Volleyball-Bundesliga

Berlin schockt den Bodensee

Der Hauptstadtklub schnappt dem VfB Friedrichshafen den wichtigsten Titel der Saison weg.

08.05.2017

Von MORITZ HAGEMANN

„Nur“ Vizemeister: VfB-Spieler Michal Finger. Foto: Eibner

„Nur“ Vizemeister: VfB-Spieler Michal Finger. Foto: Eibner

Friedrichshafen. Tomas Rousseaux lag lange niedergeschlagen am Boden, das Trikot hatte sich der junge Belgier weit über den Kopf gezogen. Mit Hilfe des Maskottchens rappelte er sich wieder auf und hielt sich die Hände vor das Gesicht. Später sagte er: „Solche Tage sind eine Folter.“ Weil sein VfB Friedrichshafen die deutsche Meisterschaft nicht gewonnen hatte, sondern die BR Volleys in der erstmals in dieser Saison ausverkauften ZF-Arena am Bodensee feierten. 3750 Zuschauer sahen beim 1:3 (22:25, 27:25, 20:25, 22:25) ein packendes Finale.

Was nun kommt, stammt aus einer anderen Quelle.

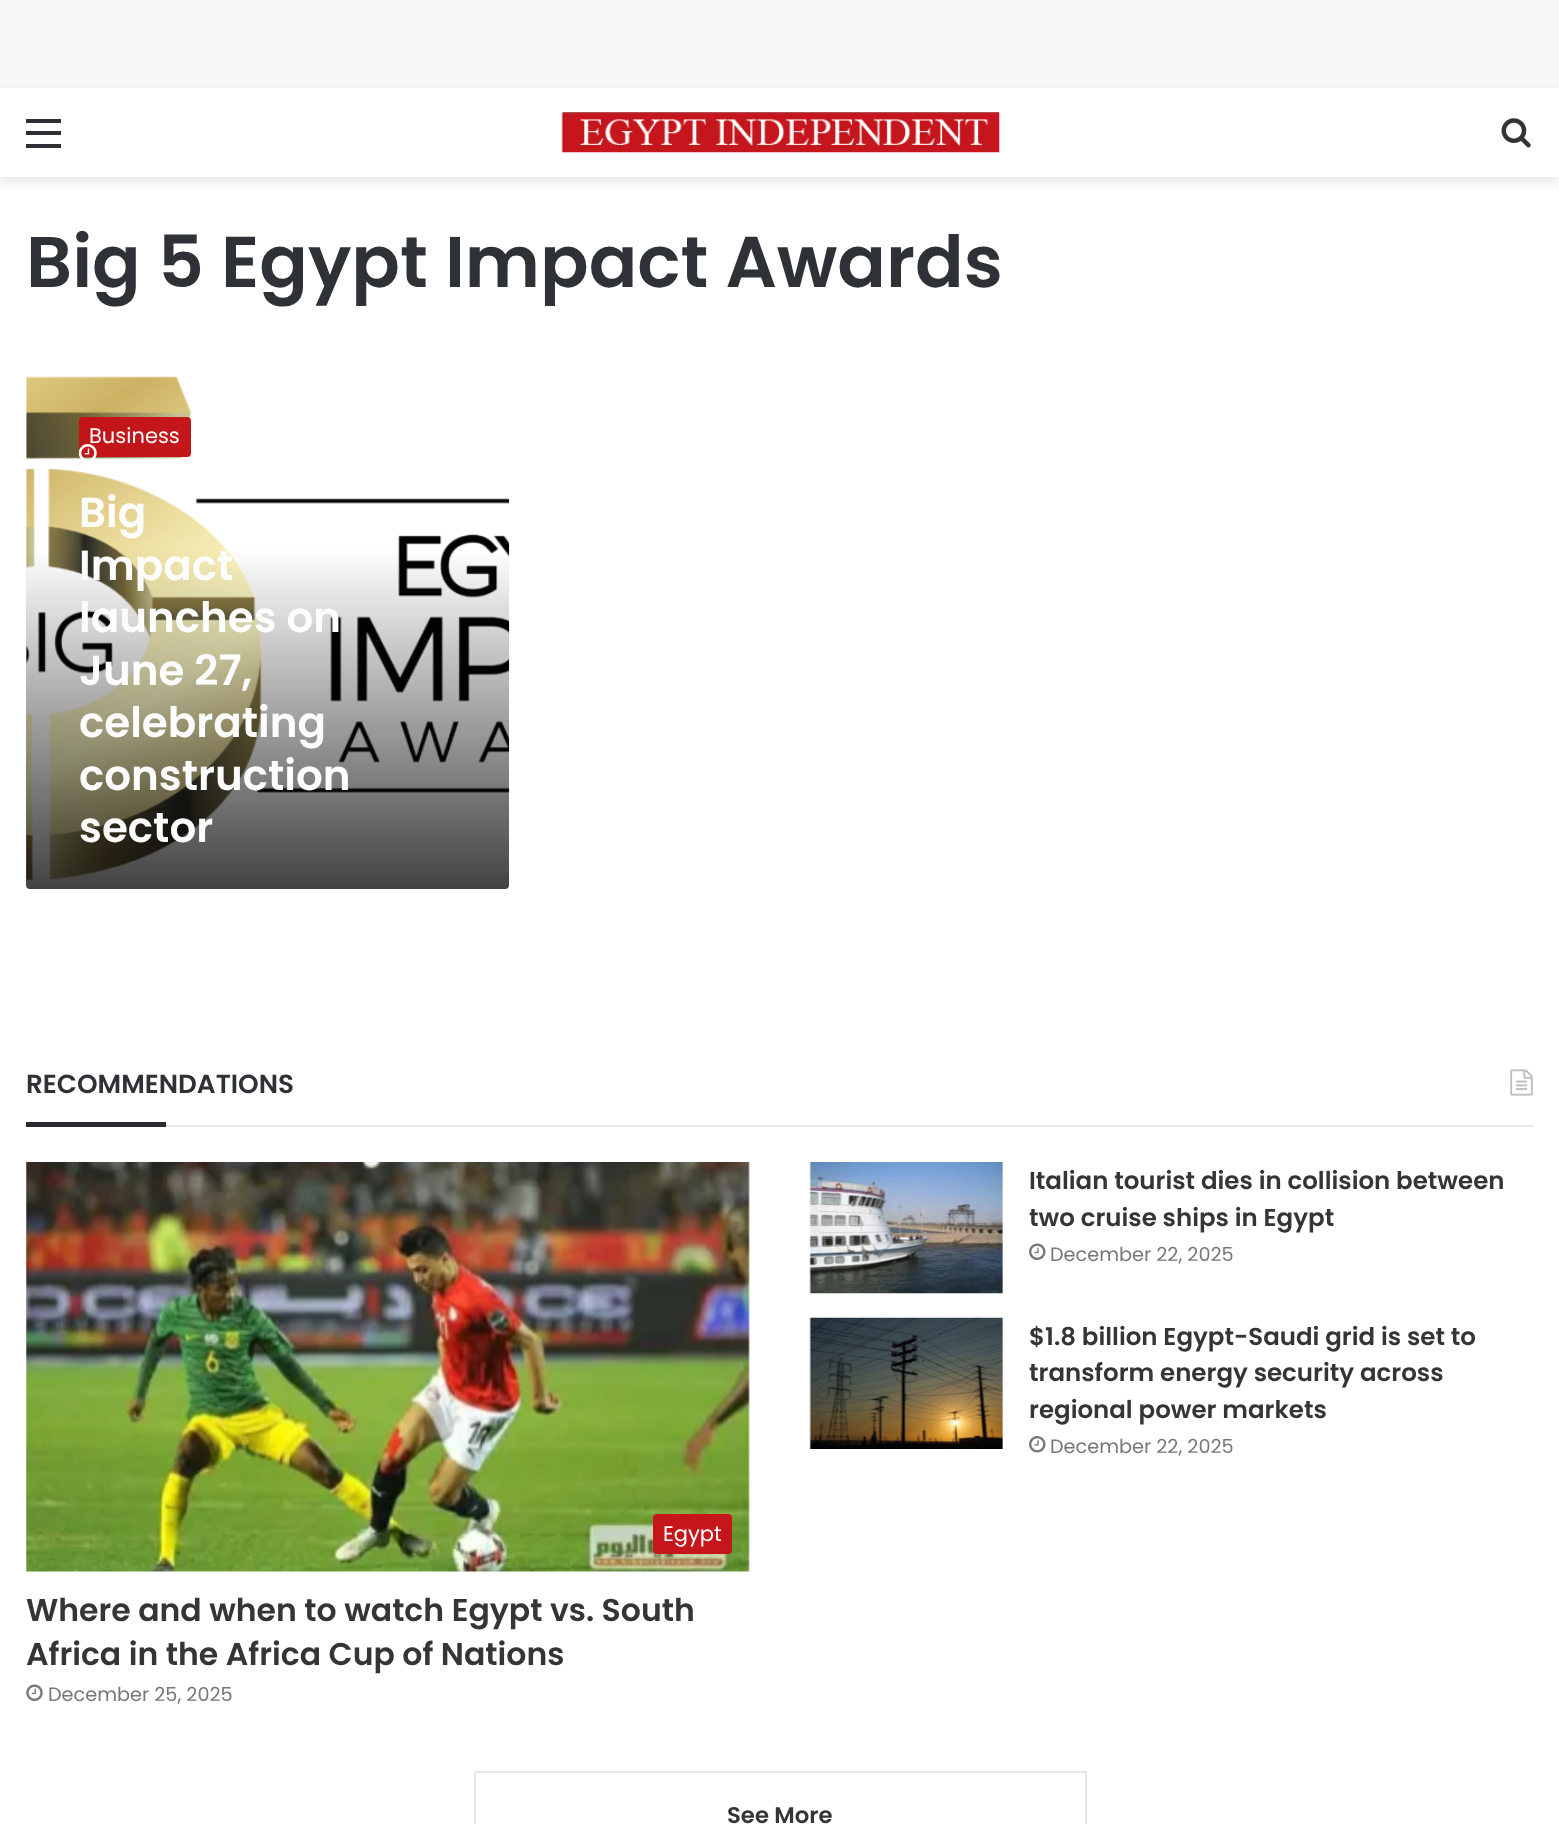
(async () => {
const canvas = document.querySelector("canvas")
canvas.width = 1559
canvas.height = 1824
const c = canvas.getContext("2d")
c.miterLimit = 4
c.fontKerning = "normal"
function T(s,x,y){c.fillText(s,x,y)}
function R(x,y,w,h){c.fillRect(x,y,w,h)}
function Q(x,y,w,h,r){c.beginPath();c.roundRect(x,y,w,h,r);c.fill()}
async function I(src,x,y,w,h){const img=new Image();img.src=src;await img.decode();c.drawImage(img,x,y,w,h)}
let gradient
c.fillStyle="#f7f7f7"
R(0,0,1559,1824)
c.fillStyle="#fff"
R(0,177,1559,1647)
c.fillStyle="#0000001a"
c.filter="blur(6px)"
c.beginPath()
c.rect(0,93,1559,89)
c.fill()
c.filter="none"
c.fillStyle="#fff"
R(0,88,1559,89)
c.fillStyle="#2c2f34"
R(26,131,35,4)
R(26,119,35,4)
R(26,144,35,4)
await I("1.png",561,112,439,41)
await I("2.png",1501,118,30,30)
c.font="600 71.75px Poppins"
c.fillStyle="#2e3136"
T("Big 5 Egypt Impact Awards",26,287)
await I("3.png",26,376,484,506)
c.fillStyle="#c31419fc"
Q(79,417,112,40,4)
c.font="21px Poppins"
c.fillStyle="#fefdfd"
T("Business",89,443)
await I("4.png",79,444,18,15)
c.font="600 42px Poppins"
T("Big",79,527)
gradient = c.createLinearGradient(268,548,268,889)
gradient.addColorStop(0,"#00000000")
gradient.addColorStop(1,"#000000bd")
c.fillStyle = gradient
c.beginPath()
c.roundRect(26,548,483,341,[0,0,4,4])
c.fill()
c.fillStyle="#fefdfd"
T("Impact",79,580)
T("launches on",79,632)
T("June 27,",79,685)
T("celebrating",79,737)
T("construction",79,790)
T("sector",79,842)
c.fillStyle="#e6e6e6"
R(166,1125,1367,2)
c.font="600 26.25px Poppins"
c.fillStyle="#2e3136"
T("RECOMMENDATIONS",26,1093)
await I("5.png",1510,1069,23,27)
c.fillStyle="#292b2f"
R(26,1122,140,5)
await I("6.png",809,1162,194,132)
c.font="600 24.5px Poppins"
c.fillStyle="#353535"
T("Italian tourist dies in collision between",1029,1189)
T("two cruise ships in Egypt",1029,1226)
await I("7.png",1029,1243,17,17)
c.font="19.25px Poppins"
c.fillStyle="#777"
T("December 22, 2025",1050,1261)
await I("8.png",809,1317,194,132)
c.font="600 24.5px Poppins"
c.fillStyle="#353535"
T("$1.8 billion Egypt-Saudi grid is set to",1029,1345)
T("transform energy security across",1029,1381)
T("regional power markets",1029,1418)
await I("9.png",1029,1436,17,17)
c.font="19.25px Poppins"
c.fillStyle="#777"
T("December 22, 2025",1050,1453)
await I("10.png",26,1162,724,410)
c.fillStyle="#c4161b"
Q(653,1514,79,40,4)
c.font="21px Poppins"
c.fillStyle="#fefdfd"
T("Egypt",663,1541)
c.font="600 31.5px Poppins"
c.fillStyle="#353535"
T("Where and when to watch Egypt vs. South",26,1621)
T("Africa in the Africa Cup of Nations",26,1665)
await I("11.png",26,1684,17,17)
c.font="19.25px Poppins"
c.fillStyle="#777"
T("December 25, 2025",48,1701)
c.strokeStyle="#e6e6e6"
c.lineWidth=2
c.strokeRect(475,1772,611,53)
c.font="600 22.75px Poppins"
c.fillStyle="#353535"
T("See More",727,1823)
})()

„Friedrichshafen hat ja schon nach dem ersten Sieg in der Finalserie gefeiert, als hätten sie die Meisterschaft gewonnen“, sagte Berlins Manager Kaweh Niroomand, „das hat uns auch nochmal Motivation gegeben“. So drehten die BR Volleys einen 0:1-Rückstand in der Serie auf und entrissen dem VfB das angepeilte Triple aus Supercup, Pokalsieg und Meisterschaft. Der Berliner Trainer Roberto Serniotti, dessen Vertrag nach Differenzen mit Niroomand nicht verlängert werden soll, bilanzierte: „Den Titel haben wir verdient gewonnen.“

Weil Friedrichshafen im Saisonfinale eine Erfolgsgrundlage verloren ging: „Wir haben nicht die Lockerheit gehabt, die uns normalerweise auszeichnet“, sagte VfB-Kapitän Simon Tischer nach dem gestrigen Spiel. Auf dem Feld machte sich dies in vielen leichten Fehlern bemerkbar, während Berlin mit der größeren Erfahrung sicherer wirkte: „Friedrichshafen hatte in eigener Halle den Druck, sie konnten damit nicht so gut umgehen“, sagte Berlins Ruben Schott, der wegen seines überragenden Annahmespiels von VfB-Trainer Vital Heynen zum Spieler des Spiels gewählt wurde.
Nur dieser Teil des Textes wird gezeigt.